Mary Shelley'nin Frankenstein'ından John William Polidori’nin Vampir’ine kadar insan görünümlü yaratıkların yeniden canlanması gibi senaryolar, gerek gotik edebiyatın gerek korku filmlerinin gerekse bilim dünyasının yıllardır ilgisini çekmiştir. Zombilerde bu gotik atmosferde yer alan en popüler üyelerden biridir. Hazır ardarda yaşanan felaketlerin ardından zombi istilası bekleyişleri başlamışken yürüyen ölülerin dünyasına girip neymiş ne değillermiş araştırayım istedim.  

Öncelikle tabiî ki de genel olarak zombiler nasıl yaratıklardır, ne yer ne içerler kurgu dünyası onu nasıl tasvir etmiştir bir bakalım.

Zombiler, et yiyen (genellikle beyin yiyen), tek amaçları beslenmek olan, hırıltı ve hırlamalar dışında konuşmayan, çürüyen ve yalpalayarak yürüyen cesetlerdir. Diğer sınıf arkadaşlarının aksine zombiler, gerçek bir çıkış noktasından kurgu dünyasına girmiştir. Yeniden canlanmalarını önlemek amacıyla ölülerini kaya gibi ağır cisimlerle sabitleyen Antik Yunanlılar zombi korkusu yaşayan ilk medeniyet olabilir. Tabi zombi efsanesinin asıl çıkışının kaynağı Antik Yunanlılar değil, Batı Afrika.

Fransızların Batı Afrika’da hâkimiyet kurmasının ardından şeker kamışı tarlalarında çalıştırılmak üzere çok sayıda insan köleleştirildi. Pek çok köle, yoğun iş yükünden dolayı hayatını kaybetti. Ağır çalışma koşulları sebebiyle bu köleler ölü gibi görünüyordu. Kölelerin içlerinde bulundukları koşullardan kurtulmasının tek yolu ölümdü ancak ruhsuz yürüyen ölülere dönüşme korkusu, onları intihar etmekten alıkoyuyordu. Köleler için Gabon’un Mitsogo dilinde ‘ceset’ anlamına gelen ‘ndzumbi’ ve Kongo dilinde ‘ölü bir kişinin ruhu’ anlamına gelen ‘nzambi’ kelimleri kullanılırdı.

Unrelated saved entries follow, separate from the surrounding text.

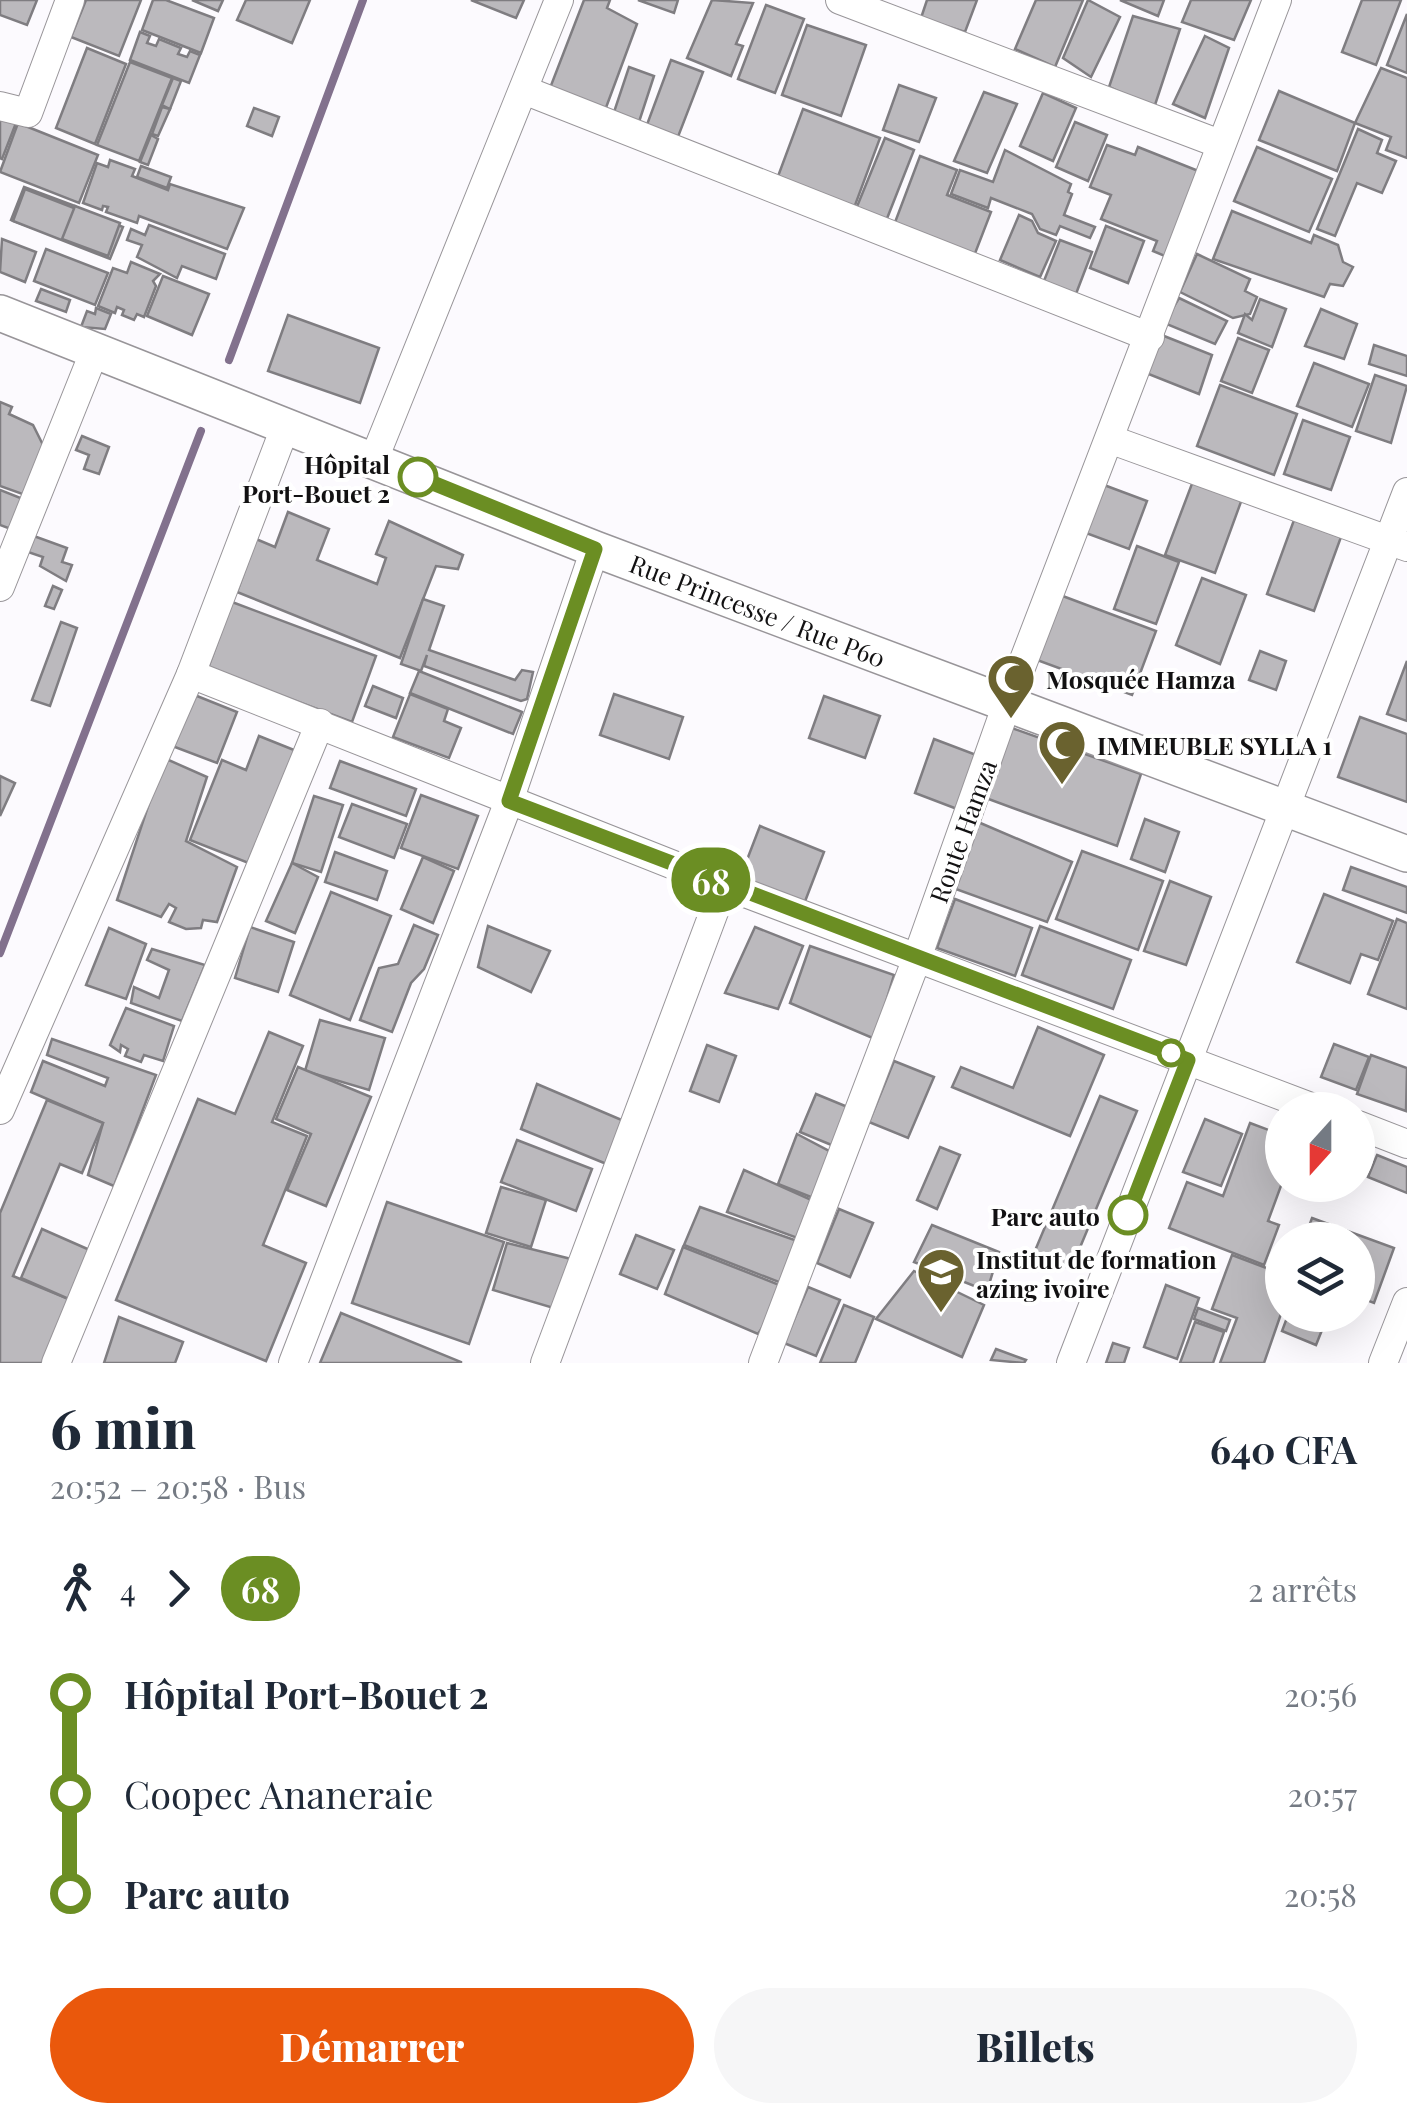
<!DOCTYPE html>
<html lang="fr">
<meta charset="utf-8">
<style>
:root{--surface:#fff;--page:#f6f6f7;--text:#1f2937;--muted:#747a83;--accent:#ea580c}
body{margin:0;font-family:"Playfair Display",serif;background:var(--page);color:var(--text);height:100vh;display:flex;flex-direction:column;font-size:38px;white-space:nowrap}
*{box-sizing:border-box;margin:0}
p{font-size:32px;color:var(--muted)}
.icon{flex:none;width:55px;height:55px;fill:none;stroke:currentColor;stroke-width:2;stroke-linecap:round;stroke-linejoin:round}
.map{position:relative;height:1363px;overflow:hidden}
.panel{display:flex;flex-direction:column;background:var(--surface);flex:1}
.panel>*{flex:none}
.badge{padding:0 20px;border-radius:32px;font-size:35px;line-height:65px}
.needle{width:65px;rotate:201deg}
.buttons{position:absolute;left:1265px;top:1092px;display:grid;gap:20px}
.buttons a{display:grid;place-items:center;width:110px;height:110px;border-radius:50%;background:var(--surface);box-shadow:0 10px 40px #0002;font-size:50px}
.map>.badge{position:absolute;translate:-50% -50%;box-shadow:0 0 0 5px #fff}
.legs{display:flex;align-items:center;gap:15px;height:110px;padding:0 50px;font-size:32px}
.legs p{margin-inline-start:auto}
.overview{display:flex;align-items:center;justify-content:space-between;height:170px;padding:0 50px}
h1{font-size:55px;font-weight:800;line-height:75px}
.cta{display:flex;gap:20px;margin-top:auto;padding:20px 50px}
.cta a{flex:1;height:115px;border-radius:60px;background:var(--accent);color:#fff;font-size:40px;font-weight:800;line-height:115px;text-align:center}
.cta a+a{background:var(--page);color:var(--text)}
ul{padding:0 50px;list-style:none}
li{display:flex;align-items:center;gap:35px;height:100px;font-size:38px}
li i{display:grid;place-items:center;width:15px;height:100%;margin:0 12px;background:currentColor}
li i::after{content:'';width:25px;height:25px;margin:-12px;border:8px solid;border-radius:50%;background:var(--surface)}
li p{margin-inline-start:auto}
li:first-child i{background:linear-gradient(#0000 50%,currentColor 0)}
li:last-child i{background:linear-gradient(currentColor 50%,#0000 0)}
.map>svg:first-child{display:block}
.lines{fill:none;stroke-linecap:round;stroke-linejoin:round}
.stream{stroke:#82718d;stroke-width:8}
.building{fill:#bbb9bd;stroke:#7f7d81;stroke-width:2.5}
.minor-casing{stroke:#989599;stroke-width:30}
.tertiary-casing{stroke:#989599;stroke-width:38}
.minor{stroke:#fff;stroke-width:28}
.tertiary{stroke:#fff;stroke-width:35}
.line-1-casing{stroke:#fff;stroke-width:22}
.line-1{stroke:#6b8e23;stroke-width:15}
.stop-1-dot{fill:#fff;stroke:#6b8e23;stroke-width:5}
.labels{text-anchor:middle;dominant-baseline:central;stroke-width:8;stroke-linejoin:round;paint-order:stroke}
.stop-label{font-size:25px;font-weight:bold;fill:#121112;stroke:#fff;text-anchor:end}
.street-label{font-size:25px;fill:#121112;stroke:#fff}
.poi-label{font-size:25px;font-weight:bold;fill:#121112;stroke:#fff;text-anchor:start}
</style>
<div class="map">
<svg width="1407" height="1363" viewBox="0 0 1407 1363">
<rect width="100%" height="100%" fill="#fcfafe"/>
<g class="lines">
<g class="stream">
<path d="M229,360l134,-360"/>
<path d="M0,953l201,-522"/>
</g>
</g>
<g class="building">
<path d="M0,0h37l-10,25 -27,-10z"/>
<path d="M86,0h55l-22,56 -48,-19z"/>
<path d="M153,0h13l48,18 -13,35 -59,-23z"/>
<path d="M192,0h31l-5,11z"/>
<path d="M246,0h64l-18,43 -55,-23z"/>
<path d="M471,0h53l-8,18z"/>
<path d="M584,0h26l-3,8 30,16 -33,89 -54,-25z"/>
<path d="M638,0h40l-4,13z"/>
<path d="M712,0l41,3 -17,41 7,2 -12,30 -44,-18z"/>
<path d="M927,0h50l-12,32 -44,-14z"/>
<path d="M1036,0h47l-28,67 -40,-18z"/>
<path d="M1088,0l32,17 -29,60 -28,-19z"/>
<path d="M1120,0h44l-6,16z"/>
<path d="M1191,0h60l-17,40 -52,-18z"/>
<path d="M1362,0h39l-25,65 -34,-13z"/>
<path d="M766,5l38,14 -29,74 -37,-14z"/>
<path d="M1407,14v59l-20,-8z"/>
<path d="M1133,16l47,13 -26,79 -45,-21z"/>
<path d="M807,25l59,20 -25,71 -59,-21z"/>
<path d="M140,32l10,4 -3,7 9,3 3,-7 22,9 -3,6 9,3 3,-6 10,4 -11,28 -59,-23z"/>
<path d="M1205,36l24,12 -24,70 -32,-14z"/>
<path d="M87,48l39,16 -31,80 -39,-16z"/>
<path d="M671,60l32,12 -27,70 -31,-12z"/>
<path d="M130,62l42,16 -33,83 -42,-16z"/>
<path d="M629,67l25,9 -16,49 -25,-10z"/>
<path d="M1381,68l26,10v80l-21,-8 5,-13 -36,-14z"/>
<path d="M173,78l8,3 -11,28 -8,-4z"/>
<path d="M899,85l37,13 -17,44 -36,-12z"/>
<path d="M1279,91l76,32 -18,48 -78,-31z"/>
<path d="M984,92l33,12 -30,69 -33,-12z"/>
<path d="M1043,93l33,15 -23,53 -33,-15z"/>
<path d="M162,107l8,2 -12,27 -6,-2z"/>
<path d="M254,108l25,9 -7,19 -25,-10z"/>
<path d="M803,109l77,29 -26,70 -77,-29z"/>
<path d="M0,117l16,6 -14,36 -2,-1z"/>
<path d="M1075,122l32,13 -19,46 -32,-14z"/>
<path d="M18,123l80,32 -19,48 -79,-31z"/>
<path d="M1358,129l24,11 -5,13 19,8 -14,32 -25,-10 -22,53 -18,-7z"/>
<path d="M151,135l7,4 -10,26 -8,-3z"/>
<path d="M885,138l29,12 -28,71 -30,-12z"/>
<path d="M1107,145l28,10 3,-8 68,27 -34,85 -19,-8 4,-10 -56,-22 10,-24 -21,-8z"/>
<path d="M1257,147l75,32 -23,53 -75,-31z"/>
<path d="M1005,150l66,34 -3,8 4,2 -8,21 31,12 -5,11 -30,-12 -4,9 -16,-6 -8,-15 -41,-16 -3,10 -37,-14 9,-24 33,12z"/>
<path d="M920,156l37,14 -10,25 44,17 -17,44 -80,-31z"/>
<path d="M110,160l25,9 -3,7 36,14 2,-6 74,24 -17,41 -88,-33 -2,7 -31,-11 2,-5 -5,-1 -1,4 -19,-7 14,-40 11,4z"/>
<path d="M141,166l30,11 -4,11 -30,-11z"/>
<path d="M24,187l51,19 -13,33 -51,-19z"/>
<path d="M25,189l98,38 -13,32 -97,-38z"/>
<path d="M75,206l45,17 -12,33 -46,-17z"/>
<path d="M1232,211l79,32 3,-8 24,10 5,17 10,5 -10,19 -13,-2 -6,13 -111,-38z"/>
<path d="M1019,215l13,6 6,12 18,8 -16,36 -40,-17z"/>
<path d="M149,225l76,29 -9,25 -34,-13 -5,12 -40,-21 5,-12 -15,-5 4,-11 14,6z"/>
<path d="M1106,226l38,15 -16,42 -38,-15z"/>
<path d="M2,239l34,13 -11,30 -25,-10z"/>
<path d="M1060,240l32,12 -18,47 -32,-13z"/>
<path d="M46,249l62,24 -13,32 -61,-24z"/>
<path d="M1197,254l53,25 -5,12 12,6 -7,17 -17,4 -53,-26z"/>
<path d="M131,262l29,12 -7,7 3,5 -12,31 -7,-3 -3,6 -12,-5 2,-5 -7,-3 -2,6 -17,-7 15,-38 14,5z"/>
<path d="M163,276l46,18 -17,41 -45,-19z"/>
<path d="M41,289l29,11 -4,12 -30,-11z"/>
<path d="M1179,298l48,23 -12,23 -51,-21z"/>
<path d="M1260,299l26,10 -14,38 -34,-14 7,-19 7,6z"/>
<path d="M96,308l15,6 -6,15 -24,-2 6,-16 8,3z"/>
<path d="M1321,309l36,15 -13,35 -39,-13z"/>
<path d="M288,315l91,33 -19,55 -92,-32z"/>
<path d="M1159,334l53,21 -13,39 -53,-21z"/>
<path d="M1238,338l31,12 -17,43 -31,-12z"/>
<path d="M1374,345l33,11v20l-38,-12z"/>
<path d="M1314,363l55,21 -17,43 -55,-21z"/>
<path d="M1375,375l32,11 -16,57 -35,-12z"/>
<path d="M1220,385l77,29 -23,61 -77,-29z"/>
<path d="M0,402l12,5 -3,7 24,11 13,26 -18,45 -28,-10z"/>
<path d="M1303,420l47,17 -19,53 -47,-16z"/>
<path d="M82,436l27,11 -10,27 -15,-5 5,-14 -13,-5z"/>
<path d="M1193,481l49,18 -27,74 -50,-18z"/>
<path d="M1104,485l43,16 -18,48 -43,-16z"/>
<path d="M0,490l28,11 -12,30 -16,-6z"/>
<path d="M288,512l41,17 -12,31 60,24 9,-26 -10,-4 13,-33 74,34 -5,14 -22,-3 -36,92 -163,-66 19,-53 19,8z"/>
<path d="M1294,520l47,17 -27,74 -47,-17z"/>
<path d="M31,535l36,13 -5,14 10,3 -6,16 -26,-15 3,-9 -18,-6z"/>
<path d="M1137,546l42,16 -23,62 -42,-15z"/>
<path d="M1202,578l44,17 -26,69 -44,-19z"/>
<path d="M53,586l9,4 -8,19 -9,-3z"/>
<path d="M1060,595l96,36 -24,64 -95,-35z"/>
<path d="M423,599l21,7 -15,44 86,30 7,-10 11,2 -6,27 -6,2 -97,-35 3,-11 -6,16 -20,-7z"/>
<path d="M232,602l144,54 -24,66 -144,-54z"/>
<path d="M61,622l16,6 -27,78 -18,-6z"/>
<path d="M1260,651l26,10 -10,29 -27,-10z"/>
<path d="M1407,661v60l-20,-7z"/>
<path d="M419,671l103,41 -9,22 -103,-41z"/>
<path d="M373,686l30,12 -7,20 -31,-12z"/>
<path d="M187,692l50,20 -20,51 -50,-19z"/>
<path d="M410,694l38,15 -4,12 17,7 -12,30 -56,-21z"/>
<path d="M614,694l69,23 -14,42 -69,-24z"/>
<path d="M824,696l56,20 -15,42 -56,-20z"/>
<path d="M1360,717l47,17v68l-69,-25z"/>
<path d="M1009,727l132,47 -24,72 -134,-49z"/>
<path d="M259,736l45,18 -45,113 -69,-27 32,-80 24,10z"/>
<path d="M934,739l45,17 -14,56 -50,-19z"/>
<path d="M164,758l43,19 -21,64 51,26 -20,55 -14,-2 -2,8 -15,1 -17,-7 7,-14 -7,-4 -8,13 -44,-17z"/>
<path d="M340,761l76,28 -10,27 -76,-28z"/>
<path d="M0,776l15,7 -15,33z"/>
<path d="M421,795l57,21 -20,53 -57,-21z"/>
<path d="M314,796l29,9 -22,67 -29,-9z"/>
<path d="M352,804l55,20 -13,34 -55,-21z"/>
<path d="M1145,819l34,13 -14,40 -34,-13z"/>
<path d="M978,822l94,40 -25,60 -94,-34z"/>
<path d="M760,826l64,26 -20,52 -64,-26z"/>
<path d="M1082,851l81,30 -25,69 -82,-31z"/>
<path d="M335,852l52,19 -10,29 -52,-18z"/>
<path d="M423,857l31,14 -21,52 -32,-14z"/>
<path d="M292,863l26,14 -23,56 -29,-12z"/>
<path d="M1351,867l56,20v26l-64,-23z"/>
<path d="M1170,881l41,16 -25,68 -42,-14z"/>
<path d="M331,892l60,24 -41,104 -60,-25z"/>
<path d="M1324,894l69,27 -15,39 -17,-6 -11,29 -53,-21z"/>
<path d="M955,899l77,29 -17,48 -78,-28z"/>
<path d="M1397,919l10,4v86l-39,-15z"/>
<path d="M414,925l24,10 -14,34 -13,14 -19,49 -32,-12 19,-52 19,-4z"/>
<path d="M488,926l62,25 -19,41 -53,-25z"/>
<path d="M1040,926l91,34 -18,49 -91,-34z"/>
<path d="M250,927l44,15 -16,50 -43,-14z"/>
<path d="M755,927l48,19 -25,63 -53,-16z"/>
<path d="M109,928l37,16 -20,55 -40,-14z"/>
<path d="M810,946l84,29 -19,64 -85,-36z"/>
<path d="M152,949l53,16 -23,56 -51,-18 3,-16 25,11 10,-28 -22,-10z"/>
<path d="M126,1008l48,18 -11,35 -19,-6 -3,7 -16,-6 3,-7 -7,-4 -1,7 -10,-7z"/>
<path d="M320,1020l65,18 -16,52 -64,-19z"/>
<path d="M1038,1027l66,28 -34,81 -118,-49 9,-20 52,21z"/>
<path d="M269,1032l34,14 -31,76 35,14 -44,109 43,18 -40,98 -150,-61 82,-201 37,15z"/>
<path d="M52,1039l104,36 -42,111 -26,-11 15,-52 -72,-31 12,-31 62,25 3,-8 -61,-23z"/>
<path d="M1334,1044l35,13 -13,33 -35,-13z"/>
<path d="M707,1045l29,11 -17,46 -29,-11z"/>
<path d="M1371,1055l36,13 -1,43 -49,-17z"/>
<path d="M894,1061l40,16 -26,61 -39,-16z"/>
<path d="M298,1067l73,30 -45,109 -39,-16 24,-56 -35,-15z"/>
<path d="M537,1084l87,37 -15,44 -88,-36z"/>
<path d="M816,1094l34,14 -16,38 -34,-14z"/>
<path d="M1100,1096l37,15 -66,158 -37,-16z"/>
<path d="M47,1100l56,23 -21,50 -22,-9 -47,112 58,24 -27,63h-44v-150z"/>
<path d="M1205,1119l37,15 -21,52 -38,-14z"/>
<path d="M1250,1123l32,12v48l-14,38 11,4 -15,40 -95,-37 18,-46 36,14z"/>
<path d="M797,1134l32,17 -13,48 -38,-15z"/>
<path d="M517,1140l75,29 -16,42 -75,-29z"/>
<path d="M940,1147l20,8 -23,54 -20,-9z"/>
<path d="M1377,1155l30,12v26l-39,-16z"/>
<path d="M744,1170l72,32 -16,37 -73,-27z"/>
<path d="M501,1187l45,13 -15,47 -45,-14z"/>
<path d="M387,1202l117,40 -35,102 -117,-41z"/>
<path d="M700,1207l106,37 -17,42 -105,-41z"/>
<path d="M839,1209l34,14 -23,54 -33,-14z"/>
<path d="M1312,1218l82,30 -20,55 -16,-6v-57h-54z"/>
<path d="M932,1225l67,27 -12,39 -73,-29z"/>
<path d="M42,1229l50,22 -21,49 -50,-22z"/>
<path d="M636,1235l38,15 -17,39 -37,-15z"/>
<path d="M507,1243l68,17 -18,49 -64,-19z"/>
<path d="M683,1247l104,41 -29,46 -93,-40z"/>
<path d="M1232,1255l50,19v37l-18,52h-44l17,-45 -25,-9z"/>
<path d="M914,1271l70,34 -22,52 -86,-38z"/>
<path d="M1166,1285l33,13 -22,61 -33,-12z"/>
<path d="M808,1287l32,13 -24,56 -32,-13z"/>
<path d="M844,1305l30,12 -19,46h-35z"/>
<path d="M1198,1308l32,12 -4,11 -32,-12z"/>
<path d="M341,1313l120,49v1h-141z"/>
<path d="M1288,1315h40l-12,30 -34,-14z"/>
<path d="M119,1317l64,25 -8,21h-71z"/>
<path d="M1195,1322l29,10 -11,31h-33z"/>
<path d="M1113,1343l16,5 -5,15h-18z"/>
<path d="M996,1349l30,11 -2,3 -33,-3z"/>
</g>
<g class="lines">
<g class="minor-casing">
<g id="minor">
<path d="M840,0l380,144"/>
<path d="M524,90l626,247"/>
<path d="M0,106l28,7 42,-113"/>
<path d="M1112,440l295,107"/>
<path d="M374,459l185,-459"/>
<path d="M0,587l95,-237"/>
<path d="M191,674l533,211 595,225"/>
<path d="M0,1110l191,-436 95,-249"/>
<path d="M1358,1125l49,19"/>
<path d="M56,1363l264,-640"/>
<path d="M293,1363l216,-562 86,-252"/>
<path d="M545,1363l179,-478"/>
<path d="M763,1363l154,-405 90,-254 270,-704"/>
<path d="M1071,1363l336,-871"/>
<path d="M1383,1363l24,-61"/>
</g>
</g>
<g class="tertiary-casing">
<path id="tertiary" d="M0,313l595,236 812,305"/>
</g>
<use href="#minor" class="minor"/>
<use href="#tertiary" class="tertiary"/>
</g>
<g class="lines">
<g class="line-1-casing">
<path id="line-1" d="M418,477l177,72 -86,252 679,259 -60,155"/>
</g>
<use href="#line-1" class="line-1"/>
</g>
<defs>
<g id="mosque-pin" transform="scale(2.5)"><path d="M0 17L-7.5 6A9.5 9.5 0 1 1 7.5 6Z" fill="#6a622f" stroke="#fff"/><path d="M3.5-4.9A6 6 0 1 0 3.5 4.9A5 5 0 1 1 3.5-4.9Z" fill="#fff"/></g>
<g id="school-pin" transform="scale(2.5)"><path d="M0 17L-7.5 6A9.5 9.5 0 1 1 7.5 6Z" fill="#6a622f" stroke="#fff"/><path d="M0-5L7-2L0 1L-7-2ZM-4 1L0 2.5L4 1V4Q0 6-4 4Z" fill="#fff"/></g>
</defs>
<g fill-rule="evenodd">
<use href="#mosque-pin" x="1011" y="678"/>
<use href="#mosque-pin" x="1062" y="744"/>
<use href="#school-pin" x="941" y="1272"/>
</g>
<g class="stop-1-dot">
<circle cx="418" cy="477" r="18"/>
<circle cx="1171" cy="1053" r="12"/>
<circle cx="1128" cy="1215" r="18"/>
</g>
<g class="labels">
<g class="stop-label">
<text x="390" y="463">Hôpital<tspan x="390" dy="29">Port-Bouet 2</tspan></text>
<text x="1100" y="1215">Parc auto</text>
</g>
<g class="street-label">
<text transform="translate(758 610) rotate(21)">Rue Princesse / Rue P60</text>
<text transform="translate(962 831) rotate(-70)">Route Hamza</text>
</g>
<g class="poi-label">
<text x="1046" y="678">Mosquée Hamza</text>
<text x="1097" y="744">IMMEUBLE SYLLA 1</text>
<text x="976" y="1258">Institut de formation<tspan x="976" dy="29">azing ivoire</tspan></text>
</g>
</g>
</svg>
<div class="buttons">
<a><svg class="needle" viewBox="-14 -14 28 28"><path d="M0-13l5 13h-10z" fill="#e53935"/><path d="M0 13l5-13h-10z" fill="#747a83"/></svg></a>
<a><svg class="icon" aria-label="layers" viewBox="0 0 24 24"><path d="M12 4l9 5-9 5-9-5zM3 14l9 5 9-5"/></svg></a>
</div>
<b class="badge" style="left:711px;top:880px;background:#6b8e23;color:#fff">68</b>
</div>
<section class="panel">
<div class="overview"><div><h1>6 min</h1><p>20:52 – 20:58 · Bus</p></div><b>640 CFA</b></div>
<div class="legs"><svg class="icon" aria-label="walk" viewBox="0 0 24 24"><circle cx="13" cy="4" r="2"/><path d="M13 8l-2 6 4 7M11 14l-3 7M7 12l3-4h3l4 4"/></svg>4<svg class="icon" aria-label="forward" viewBox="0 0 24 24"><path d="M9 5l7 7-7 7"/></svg><b class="badge" style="background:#6b8e23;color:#fff">68</b><p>2 arrêts</p></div>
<ul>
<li><i style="color:#6b8e23"></i><b>Hôpital Port-Bouet 2</b><p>20:56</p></li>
<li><i style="color:#6b8e23"></i><span>Coopec Ananeraie</span><p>20:57</p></li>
<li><i style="color:#6b8e23"></i><b>Parc auto</b><p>20:58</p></li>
</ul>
<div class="cta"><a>Démarrer</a><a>Billets</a></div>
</section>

Fransız yasaları kölelerin Katolikliğe geçmesini gerektiriyordu. Ancak Afrikalılar kendi geleneklerini tamamen terk edememiş ve farklı geleneksel elementlerinin birleştiği yeni bir din ortaya çıkmıştı. Voodoo (Vudu)…

Voodoo’nun ortaya çıkımasının ardından zombilerin bokor olarak adlandırılan vudu büyücüleri tarafından cesetlerin yeniden canlandırılmasıyla ortaya çıktığı inancı yayılmaya başladı.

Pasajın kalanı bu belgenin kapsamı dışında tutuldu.